Thus died at the age of 66 this great general, whose armies had triumphed victoriously over the whole of Central Asia, from the Caspian Sea and the Indus to Corea and the Yang-tsze Keang. With his dying breath he adjured his son to complete the conquest of China, and with a view to this, the crowning desire of his life, he declined to nominate either of the two eldest sons who had been born to his Chinese wives as his heir, but choose rather his third son Ogdai whose mother was a Tatar. On hearing of the death of Jenghiz Khan the Kins sent an embassy to his successor desiring peace, but Ogdai, remembering the last injunctions of his father, told them there would be no peace for them until their dynasty should be overthrown. Up to this time the Mongols had been without any code of laws. The old rule
“That they should take who have the power,
And they should keep who can,”
was the maxim on which they guided their mutual intercourse, and the punishments due for offences were left entirely to the discretion of the officials before whom the culprits were tried. The consistency, however, which had been given to the nation by the conquests of Jenghiz Khan made it necessary to establish a recognized code of laws, and one of the first acts of Ogdai was to form such a code. With the help also of Yay-lu Tsoo-tsai, he established custom houses in Chih-li, Shan-tung, Shan-se, and Leaou-tung; and for this purpose divided these provinces into ten departments. Meanwhile the war with the Kins was carried on with energy. In 1230 Se-gan Foo was taken, and sixty important posts were captured. Two years later Too-le, brother of Ogdai, took Fung-tseang Foo and Han-chung Foo, in the flight from which last-named place 100,000 persons are said to have perished. Following the course of the River Han in his victorious career this general destroyed 140 towns and fortresses, and defeated the army of Kin at Mount San-fung.

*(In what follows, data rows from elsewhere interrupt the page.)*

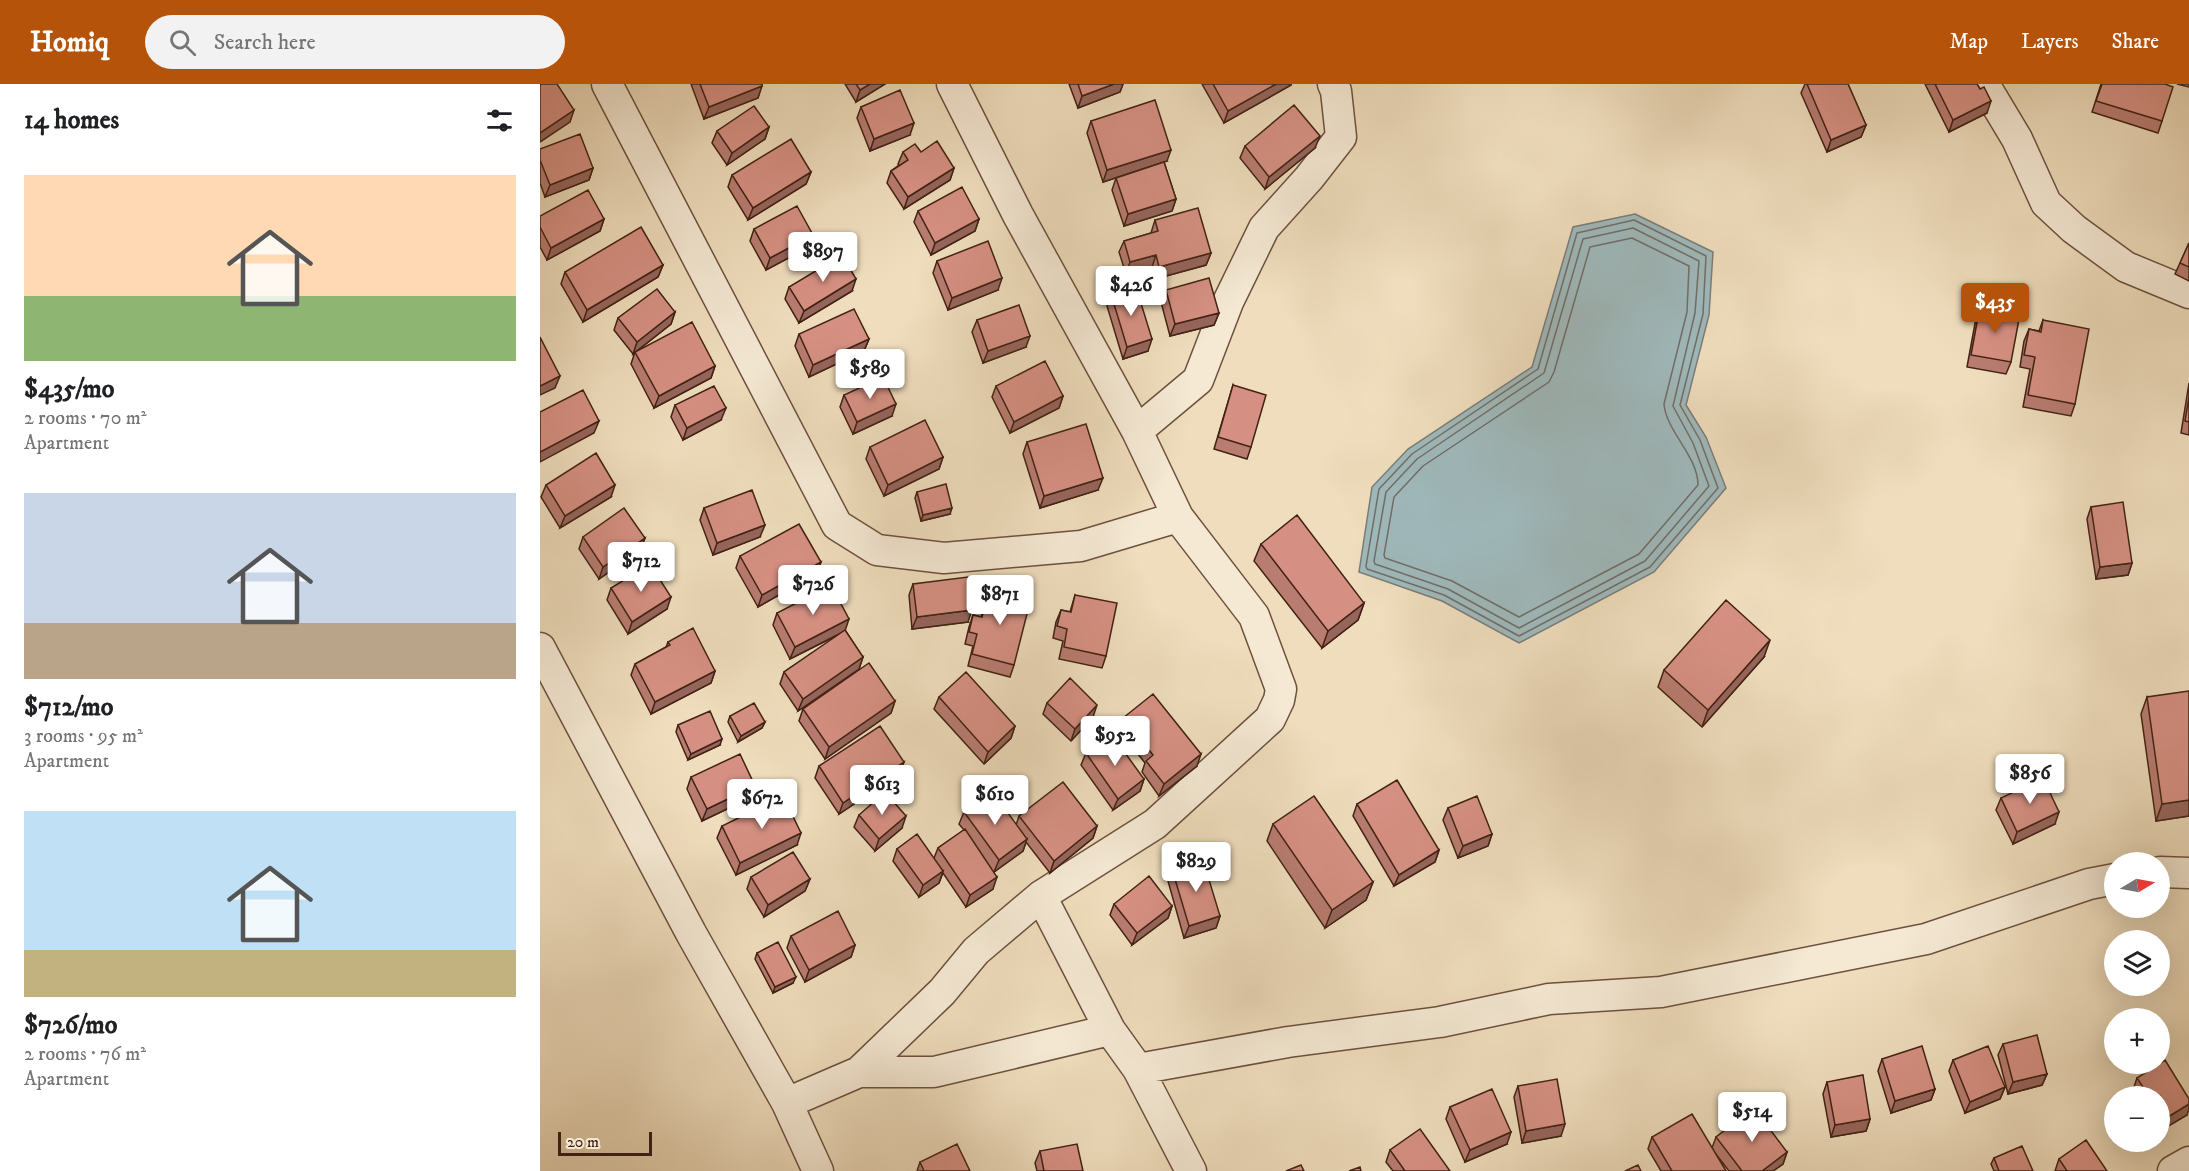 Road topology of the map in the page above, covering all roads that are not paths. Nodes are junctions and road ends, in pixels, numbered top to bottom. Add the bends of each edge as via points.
1 (607, 84) edge
2 (952, 84) edge
3 (1333, 84) edge
4 (1984, 84) edge
5 (2189, 293) edge
6 (1137, 431) junction
7 (1178, 517) junction
8 (540, 648) edge
9 (2170, 872) edge
10 (2189, 873) edge
11 (2104, 881) edge
12 (1041, 896) junction
13 (1110, 1030) junction
14 (1138, 1069) junction
15 (859, 1072) junction
16 (787, 1102) junction
17 (2189, 1162) edge
18 (818, 1171) edge
19 (1191, 1171) edge
20 (2173, 1171) edge

1 - 7 street via 837,525 877,550 944,558 1081,546
2 - 6 street via 1018,215
3 - 6 street via 1341,137 1264,228 1228,302 1198,380
4 - 5 street via 2017,139 2046,203 2126,267
6 - 7 street
7 - 12 street via 1254,616 1281,690 1279,700 1270,719 1155,824
8 - 16 street via 691,933
9 - 10 street
11 - 14 street via 1926,939 1661,992 1549,999 1440,1022 1288,1042
12 - 13 street
12 - 15 street via 976,951 942,992
13 - 14 street
13 - 15 street via 934,1072
14 - 19 street
15 - 16 street
16 - 18 street
17 - 20 street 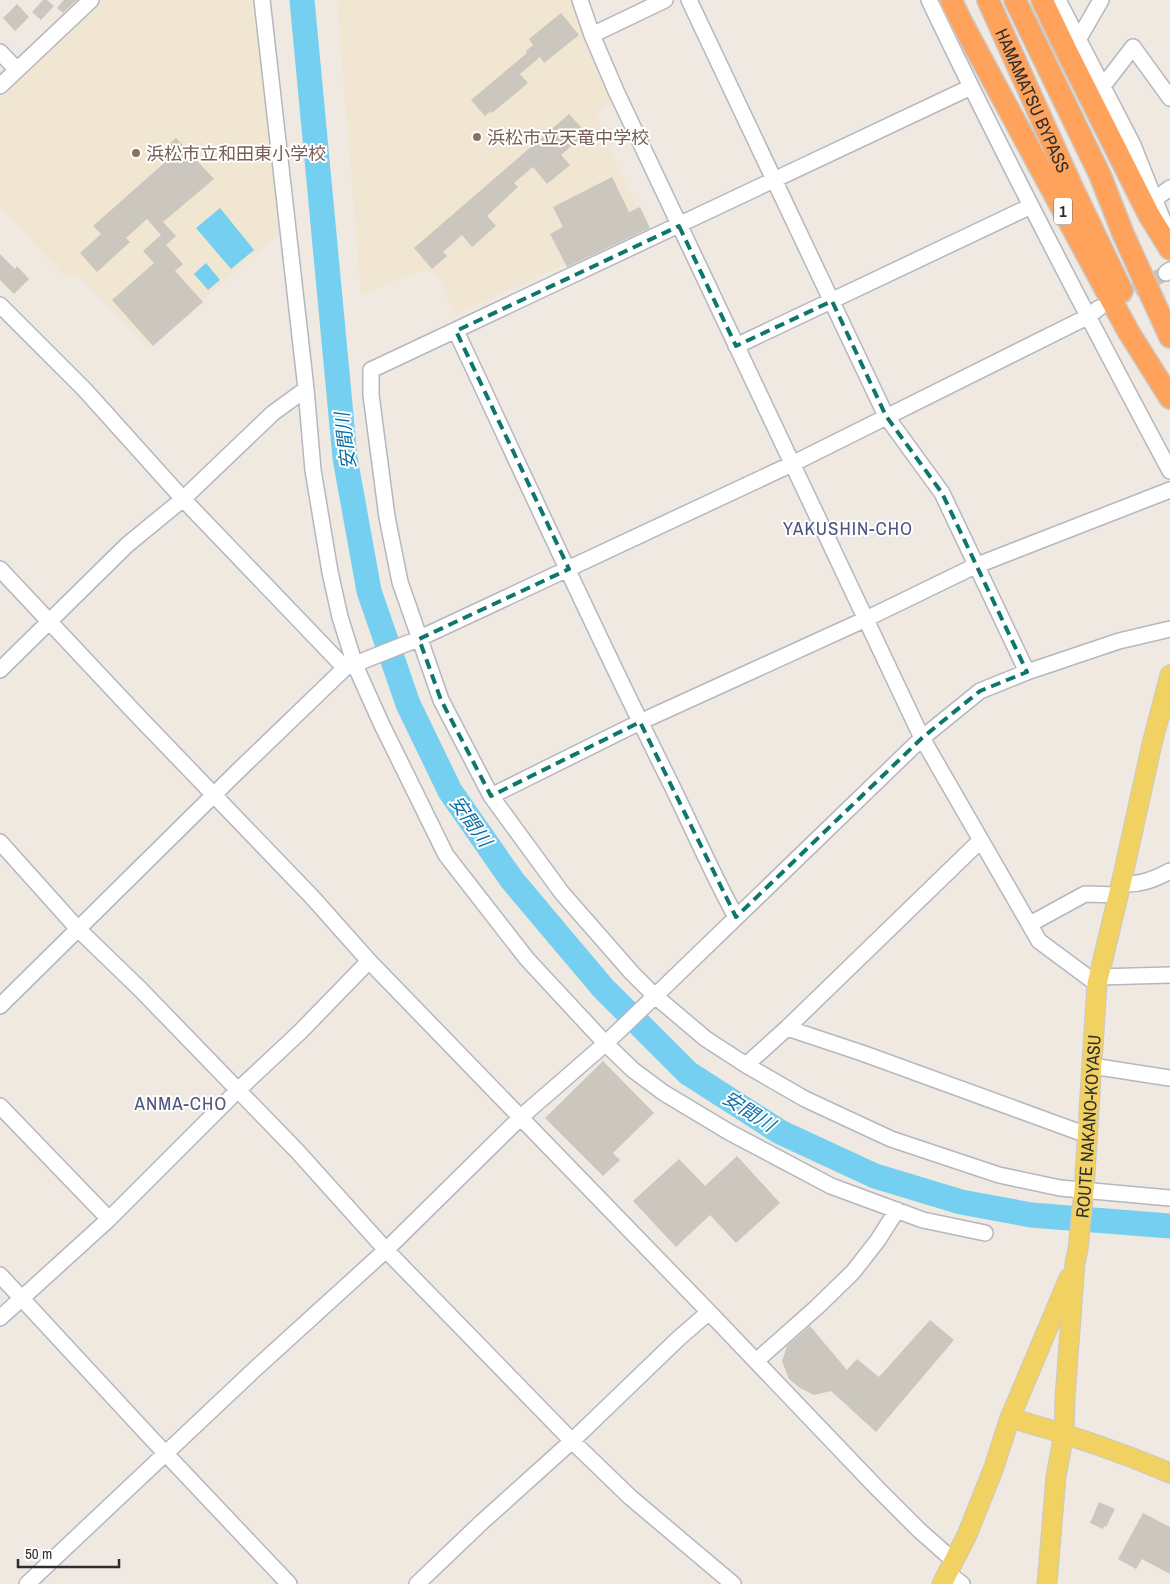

In the following year the Mongol cause suffered a great loss by the death of Too-le. This famous warrior left behind him twelve sons, two of whom, Mangu, the first born, and Kublai, the fourth son, were destined to sit in succession on the throne of their uncle Ogdai. But their time was not yet. First of all they had to win their spurs, and well did they prove by their deeds their right to the name of Mongol or “daring.” In China, in Central Asia, and on the banks of the Caspian they led their victorious armies. But meanwhile, in 1232, the Mongols made an alliance with the state of Sung, by which, on condition of Sung helping to destroy Kin, Ho-nan was to be the property of Sung for ever. The effect of this coalition soon became apparent. Barely had the Kin emperor retreated from Kai-fung Foo to Joo-ning Foo in Ho-nan when the former place fell into the hands of the allies. Next fell Loyang, and the victorious generals then marched on to besiege Joo-ning Foo. The presence of the emperor gave energy to the defenders, and they held out until every animal in the city had been killed for food, until every old and useless person had suffered death to lessen the number of hungry mouths, until so many able-bodied men had fallen by the hand of the enemy that the women manned the ramparts, and then the allies stormed the walls. Once inside the town the inhabitants, enfeebled by starvation, fell ready victims to their swords. The emperor, like another Sardanapalus, despairing now of success, burned himself to death in his palace, that his body might not fall into the hands of his enemies. For a few days the shadow of the imperial crown rested on the head of his heir Changlin, but in a tumult which broke out amongst his followers he lost his life, and with him ended the “Golden” dynasty, which from that time disappeared from the country's annals until the Manchoo family now reigning came, nearly four centuries later, to claim the throne as heirs of the defender of Joo-ning Foo.